In other words: right now it's a gold rush. Eventually, reality shows up.
The Broader Picture
Most Western financial media is treating this as a straightforward tech IPO success story. The reality is more complicated.
First, this is not a free market play. Beijing is explicitly supporting homegrown AI companies. That's not capitalism — that's industrial policy backed by a one-party government. The money flowing into these Hong Kong listings is partly a function of political direction, not just organic investor enthusiasm.

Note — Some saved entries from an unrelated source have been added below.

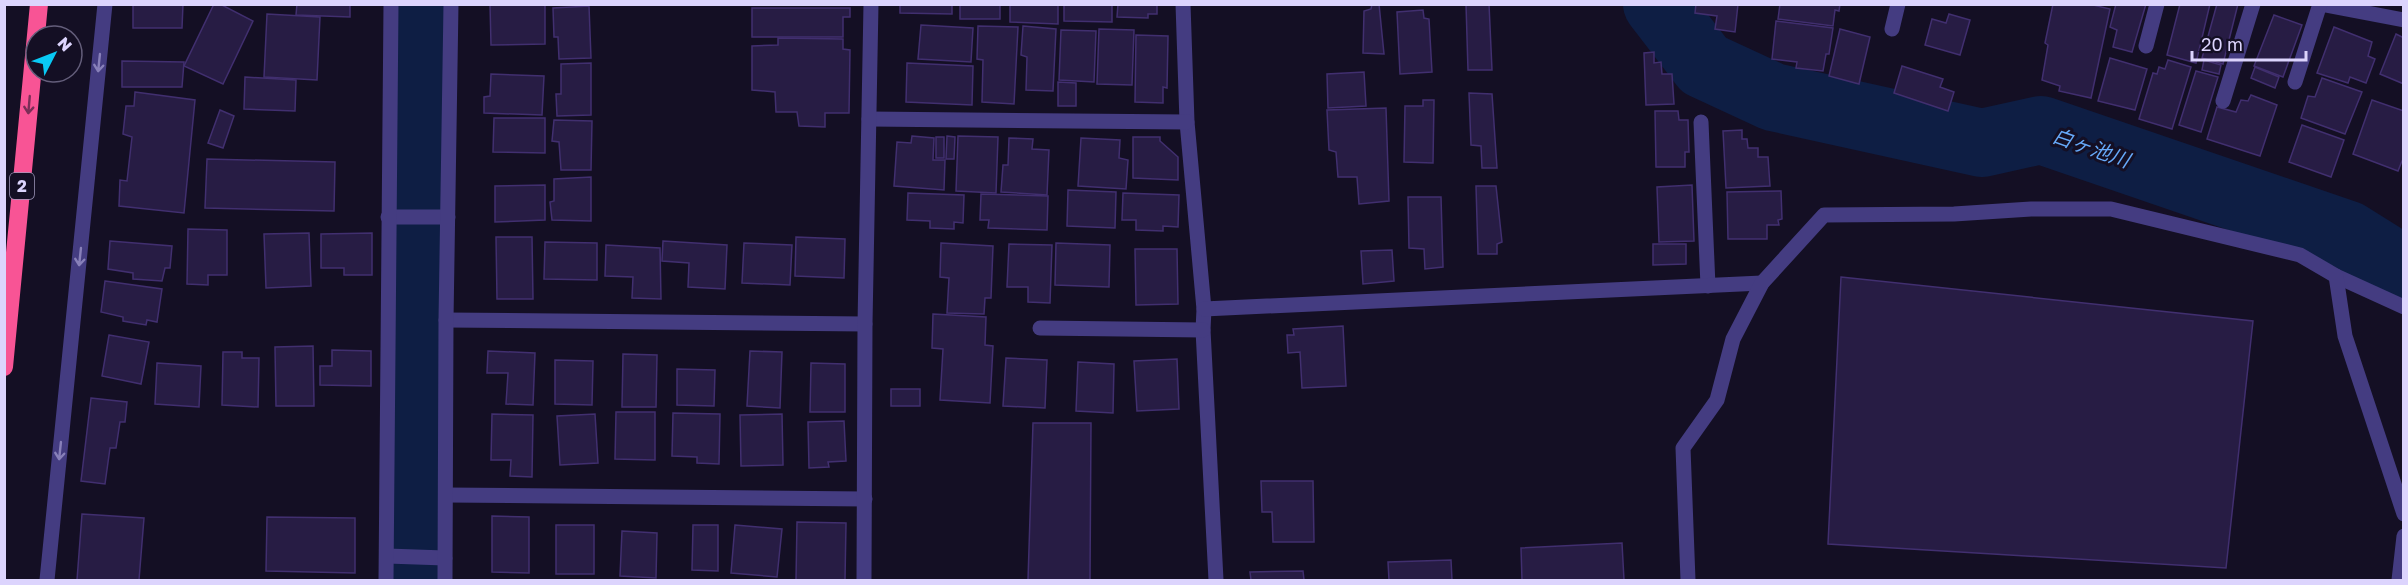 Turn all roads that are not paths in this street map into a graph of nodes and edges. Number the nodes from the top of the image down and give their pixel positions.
1 (39, 4) edge
2 (105, 4) edge
3 (391, 4) edge
4 (451, 4) edge
5 (871, 4) edge
6 (1183, 4) edge
7 (1898, 4) edge
8 (2157, 4) edge
9 (2253, 4) edge
10 (2320, 4) edge
11 (2403, 21) edge
12 (1892, 29) dead end
13 (2146, 46) dead end
14 (2295, 82) dead end
15 (2223, 101) dead end
16 (869, 119) junction
17 (1187, 122) junction
18 (1701, 122) dead end
19 (388, 217) junction
20 (448, 217) junction
21 (2336, 276) junction
22 (1762, 283) junction
23 (1708, 286) junction
24 (2403, 308) edge
25 (1204, 309) junction
26 (446, 320) junction
27 (865, 324) junction
28 (1040, 328) dead end
29 (1203, 330) junction
30 (4, 367) edge
31 (446, 495) junction
32 (865, 499) junction
33 (2403, 514) edge
34 (2403, 537) edge
35 (387, 556) junction
36 (445, 558) junction
37 (47, 580) edge
38 (387, 580) edge
39 (445, 580) edge
40 (864, 580) edge
41 (1216, 580) edge
42 (1688, 580) edge
43 (2399, 580) edge

1 -> 30 highway, 2
2 -> 37 street
3 - 19 street
4 - 20 street
5 - 16 street
6 - 17 street
7 - 12 street
8 - 13 street
9 - 15 street
10 - 11 street
10 - 14 street
16 - 17 street
16 - 27 street
17 - 25 street
18 - 23 street
19 - 20 street
19 - 35 street
20 - 26 street
21 - 22 street
21 - 24 street
21 - 33 street
22 - 23 street
22 - 42 street
23 - 25 street
25 - 29 street
26 - 27 street
26 - 31 street
27 - 32 street
28 - 29 street
29 - 41 street
31 - 32 street
31 - 36 street
32 - 40 street
34 - 43 street
35 - 36 street
35 - 38 street
36 - 39 street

Second, the U.S.-China tech war is the backdrop. MiniMax competes with OpenAI internationally while operating under a Chinese government that controls data, content, and corporate behavior in ways American investors don't fully price in. What Beijing gives, Beijing can take.
Third, the loss numbers are significant. $186 million in losses in nine months is not a rounding error. Generative AI is expensive — compute costs, talent wars, infrastructure. MiniMax has backers with deep pockets right now. But this is a race with no clear finish line.
Fourth, there's a geopolitical risk embedded in every share of a Chinese AI company listed in Hong Kong. U.S. investors eyeing these stocks should remember what happened to Didi, Alibaba, and other Chinese tech giants when Beijing decided to make a point about who's in charge.
The Investor Takeaway
If you're an American investor, this is a warning as much as a headline. The 109% pop is real. The losses are also real. And the Chinese Communist Party's ability to reshape this company's future with a single regulatory decree is absolutely real.
For the broader tech race, the picture is clear: China is not sitting still. MiniMax, DeepSeek, Zhipu — these are serious companies with serious engineering talent, serious government backing, and serious ambitions to beat American AI firms in global markets.
A company that can go from gaming startup in 2022 to a $619 million IPO in under four years — while losing $186 million along the way — is moving fast. Whether it's sustainable remains to be seen.
The scoreboard on January 9 said MiniMax won. The final score is nowhere near settled.